Kohl responsável pela actual Europa, além do nosso hábito ancestral de dobrar a
cerviz – primeiro ao rei, nobreza e clero e seguidamente, empobrecidos pelas
estroinices régias e desacatos civis ruinosos, além de naturais pretensões a
uma modernização restauradora, trazida pela transformação tecnológica ocidental,
obrigados a sobreviver - como alegremente clamava o João da Ega para os amigos no
“Jantar no Hotel Central” - do imposto e do empréstimo. E foi aqui que a velha
aliada dos tempos de D. Fernando e de D. João I, nos ajudou nas crises,
protegendo-nos mas governando-se também, à conta da protecção.
Tudo isso
findou, com Salazar pagando a dívida e desenvolvendo o país com férrea mão,
perante a revolta dos seguidores das ideologias marxistas, e a sua aparência de
infinita virtude na defesa de um povo sacrificado, apesar dos muitos que foram
sobressaindo nesse povo, pelo seu próprio esforço e inteligência, o que nenhum
desses – tal como hoje – parecia reconhecer, imoderadamente alimentados de ódio
e de revolta lidas nas cartilhas e ignorando os reais crimes praticados pelos reais
estalines das forças, essas sim, barbaramente transformadoras.
Até que,
por cá, chegou a Revolução das Flores, e com ela a reabertura de uma situação
de protecionismo exterior, velho aliado da nossa idiossincrasia perdulária.
O
proteccionismo mudou de protector, por seu turno aquele apoia-se mais na
indiferença e desprezo pelas tragédias em que fez mergulhar os países seus
protegidos, a quem oferece trocos a troco do sacrifício dos povos, a Srª
Merckel essencialmente preocupada com a França, cujas exigências poderão levar
a Europa a uma hecatombe inflaccionária. É o que conta Vasco Pulido Valente na
sua Página de História, concluindo que “Neste protectorado, o protector
gostava principalmente que não o maçassem.”
A Crónica
de Vasco Pulido Valente: «O Protectorado»
«Muita
gente sofre, como Paulo Portas, com a situação de protectorado a que a dívida e
o défice nos fizeram descer. Não têm razão para se afligir. Em primeiro lugar,
porque a responsabilidade do euro não é nossa, é, principalmente do sr.

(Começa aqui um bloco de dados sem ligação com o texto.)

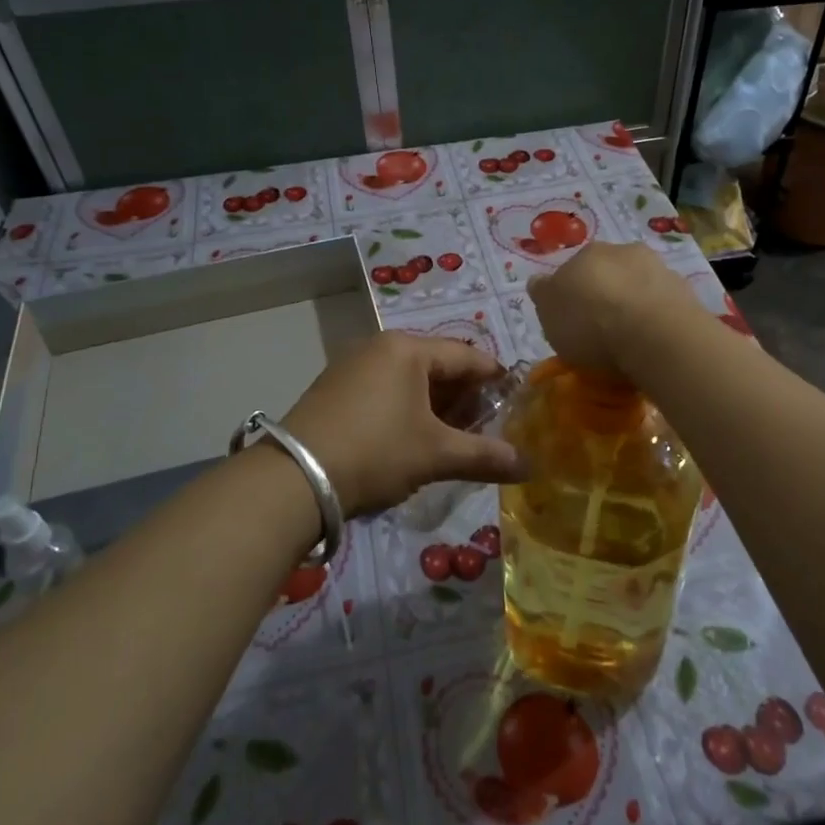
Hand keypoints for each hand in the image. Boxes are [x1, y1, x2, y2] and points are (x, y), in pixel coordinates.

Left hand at [281, 332, 525, 518]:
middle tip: (485, 425)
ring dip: (435, 404)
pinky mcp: (334, 389)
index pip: (466, 355)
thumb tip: (529, 466)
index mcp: (407, 349)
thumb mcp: (436, 454)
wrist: (295, 477)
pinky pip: (384, 389)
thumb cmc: (376, 451)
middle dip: (464, 395)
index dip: (494, 377)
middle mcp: (379, 347)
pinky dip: (406, 408)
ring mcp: (352, 366)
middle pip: (437, 365)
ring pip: (409, 379)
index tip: (515, 399)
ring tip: (452, 436)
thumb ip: (485, 456)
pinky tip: (411, 437)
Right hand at [528, 242, 704, 379]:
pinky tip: (652, 341)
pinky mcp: (685, 291)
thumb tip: (539, 281)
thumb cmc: (591, 324)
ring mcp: (658, 268)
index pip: (571, 270)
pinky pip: (662, 304)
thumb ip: (543, 295)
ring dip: (632, 304)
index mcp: (584, 253)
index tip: (572, 321)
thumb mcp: (548, 314)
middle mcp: (622, 251)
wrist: (655, 335)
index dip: (570, 295)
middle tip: (601, 330)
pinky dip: (655, 318)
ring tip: (630, 340)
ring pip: (637, 285)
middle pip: (607, 274)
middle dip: (603, 295)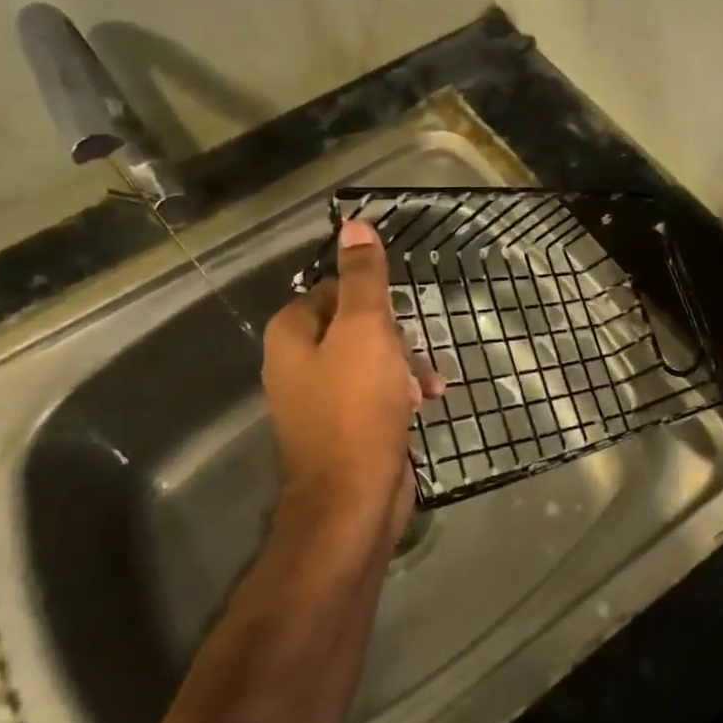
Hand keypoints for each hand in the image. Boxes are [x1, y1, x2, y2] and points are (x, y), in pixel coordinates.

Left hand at [262, 218, 443, 545]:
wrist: (354, 498)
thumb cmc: (357, 406)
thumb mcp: (365, 330)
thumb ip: (363, 278)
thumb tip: (354, 223)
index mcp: (291, 334)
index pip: (333, 289)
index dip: (371, 297)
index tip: (399, 314)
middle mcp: (296, 362)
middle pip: (354, 325)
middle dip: (395, 337)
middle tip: (415, 352)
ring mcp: (319, 399)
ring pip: (370, 361)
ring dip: (405, 366)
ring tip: (430, 386)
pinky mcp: (343, 427)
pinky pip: (374, 393)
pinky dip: (399, 393)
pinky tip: (425, 405)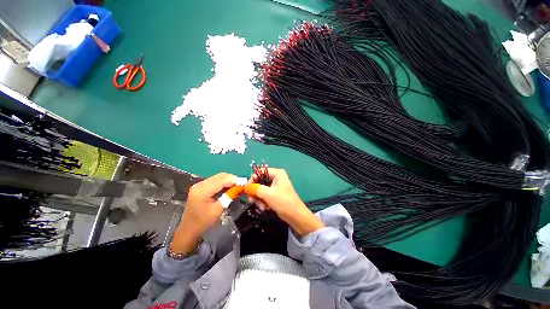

Mitterrand, esse génio por quem tanto se chora, e do sr. Kohl, um dos “pais” da
Europa em que vivemos. E, em segundo lugar, porque este protectorado continua,
numa forma branda, uma velha tradição portuguesa. Desde o fim do século
XVIII à ditadura de Salazar, a Inglaterra mandou em nós sem qualquer restrição:
armou exércitos, punha e dispunha dos governos, proibiu partidos (como, por
exemplo, o de Costa Cabral em 1847), sustentou (ou não sustentou) as nossas
finanças como lhe convinha e até exigiu receber directamente uma parte das
receitas do Estado, sem perturbar o indigenato por aí além.
A
hegemonia, no sentido próprio da palavra, da Alemanha, sob capa da troika, não
nos deve hoje indignar como caso único. A Alemanha, de resto, não se interessa
particularmente por nós, de quem não quer ou espera nada. A espécie de ditadura
que nos resolveu impor não passa de uma medida profilática. O euro, como se
sabe, exige uma união política para as coisas correrem bem e essa união
política é pura e simplesmente utópica. Entretanto, a Alemanha vai vendo com
horror a aproximação do momento em que se tornará o último recurso da
irresponsabilidade interna de umas dezenas de países. Se decidiu ser de uma particular
severidade connosco e com a Grécia foi para não abrir um precedente. O que a
preocupa é a França, que se recusa a qualquer reforma substancial e que não
tardará a cair no buraco em que nós caímos.
Ora, se
o nosso problema e o problema da Grécia se resolvem com trocos, uma eventual
ajuda à França, e com ela à Itália, provocaria provavelmente uma inflação
descontrolada. E não existe na Alemanha um medo maior: a memória activa da
grande inflação, que as duas desastrosas guerras do século XX provocaram,
continua a dirigir o cidadão comum. E segundo uma sondagem séria, o dito
cidadão comum prefere o cancro a uma terceira catástrofe financeira. Neste
aperto, a sra. Merkel tenta tranquilizar a populaça com a sua intransigência e
rigidez, enquanto um pouco à socapa ajuda Portugal e a Grécia a não irem ao
fundo. Mas como não autoriza ou determina directamente o nosso orçamento, a
nossa dívida e a nossa política, não parece que chegue muito longe. Neste
protectorado, o protector gostava principalmente que não o maçassem.»